(Recorded information)
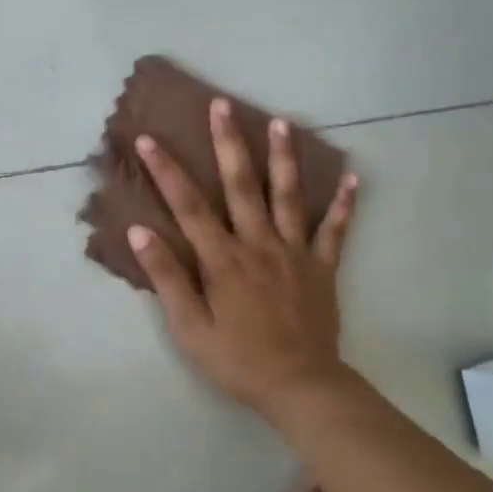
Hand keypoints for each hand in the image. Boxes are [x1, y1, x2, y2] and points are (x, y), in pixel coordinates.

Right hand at [128, 98, 356, 419]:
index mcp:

(What to produce)
Take every line of the material and copy it exactly, leaving out the pictures.

(Response area)
Hand keypoints for each hand in the image. Boxes are [x1, y1, x2, y2] and points are (x, y), in pixel coordinates.

Right hand at [128, 98, 356, 419]:
index mcp:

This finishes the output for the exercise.